Haillot, 13 mars 2011
Cabo Fisterra, le cap du bout de la terre, perché sur le dernier rocher du continent ! J'en approche déjà, je foule son sol et cette sensation accroît mon courage pour aller au terme de mon pèlerinage. Ultreïa !
Un jour je serai là, à la limite occidentale du monde, là où le soleil de nos anciens rêves et de nos anciens mythes se prépare à disparaître dans les flots. Et la tristesse de ce deuil cédera devant la joie de l'aurore nouvelle. Car demain verra la naissance d'un nouveau soleil. Il jettera sa lumière jusqu'au fond de nos ornières boueuses et nous conviera à d'autres aventures.

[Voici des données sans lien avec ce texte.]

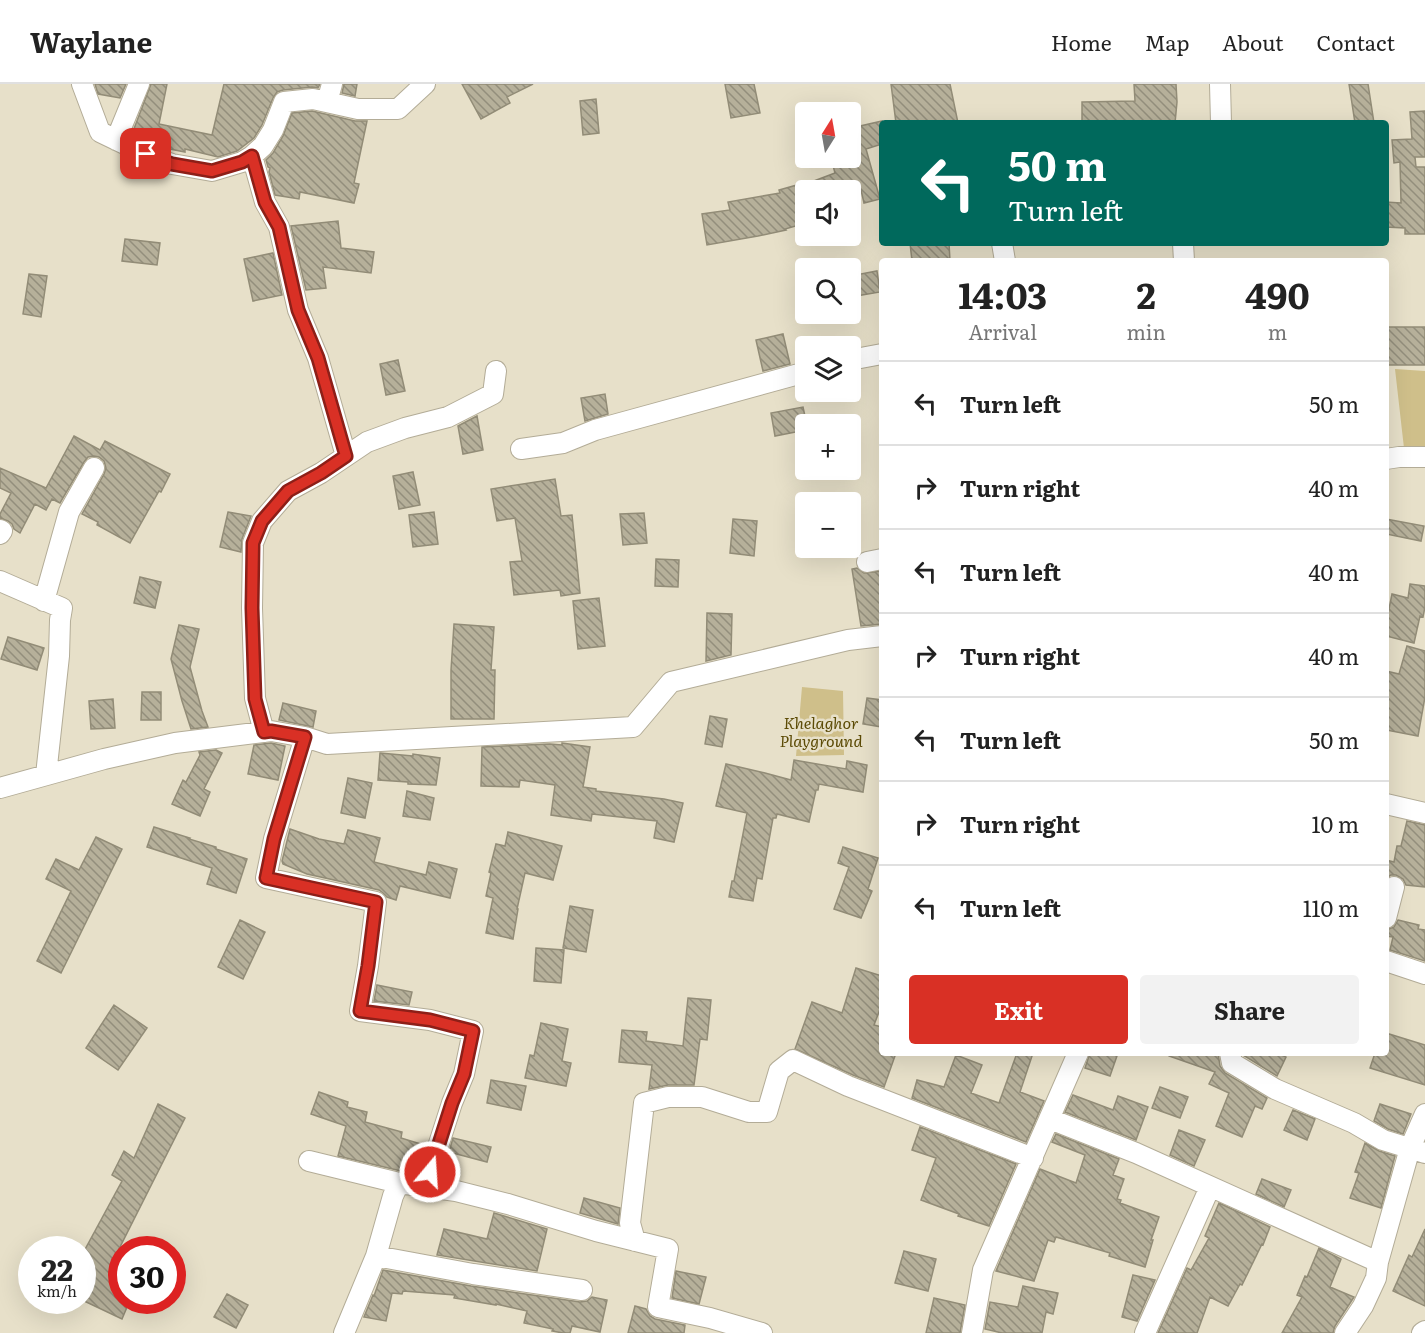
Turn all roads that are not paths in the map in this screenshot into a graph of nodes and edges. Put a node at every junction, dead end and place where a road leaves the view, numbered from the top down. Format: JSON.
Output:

Comment le primate bavard s'y est-il pris pour devenir le cancer de sa
planète ? Pouvons-nous croire en l'être humain ? Un être humain que nous avons tant
sacralisé ! Et comment pourrions-nous dénuder ce singe nu sans nous faire traiter de
blasphémateurs ?
Depuis trop longtemps nous avons perdu la sagesse gravée sur le fronton du temple d'Apollon
à Delphes, le nombril du monde : « Connais-toi toi-même, laisse le monde aux dieux ! »
Sache que tu es mortel, faible et limité et que les lois éternelles du monde ne
t'appartiennent pas !
Selon Démocrite, l'être humain est ce que nous connaissons tous. Il est aussi celui dont nous
ignorons presque tout. Évoquer la nature humaine provoque l'horreur sacrée chez les savants
et l'affabulation débridée chez la plupart. Et pourtant n'y a-t-il pas des traits spécifiquement
humains, qui révéleraient nos déficiences ?
Mais ceci est pour demain. Aujourd'hui le vent du départ souffle dans mon gréement. Je lèverai
l'ancre le lundi quatorze mars 2011 à dix heures. Je quitterai le port. Je serai pérégrin, libre
et étranger, et avide de perdre mon vieux latin rance et moisi !
Je prendrai la route de l’exil, de tout exil ; je deviendrai le renégat de toute cause, je me
purifierai au feu de pure errance. Je n'aurai plus de parents, plus de frontières, plus de
morale, plus de talus ; je n’aurai que le ciel et la terre, aussi vastes que l'océan, s’étendant
à l’infini.
Car aujourd'hui j'ai besoin de sang et de vie, et d’une musique qui fasse mal à force d’être vraie ;
car aujourd'hui j'ai conscience que tout exil engendre et que tout arrêt croupit. Amis, je vous
invite, vous aussi, à prendre la route, à m'accompagner sur vos chemins.
Marchez ! Ne cherchez pas « la » voie, tracez plutôt humblement la vôtre en marchant ! Prenez le vent,
claquez comme des voiles, délestez-vous de vos pesanteurs, soyez libres et légers, soyez danseurs !
C'est tout le bonheur que je nous souhaite.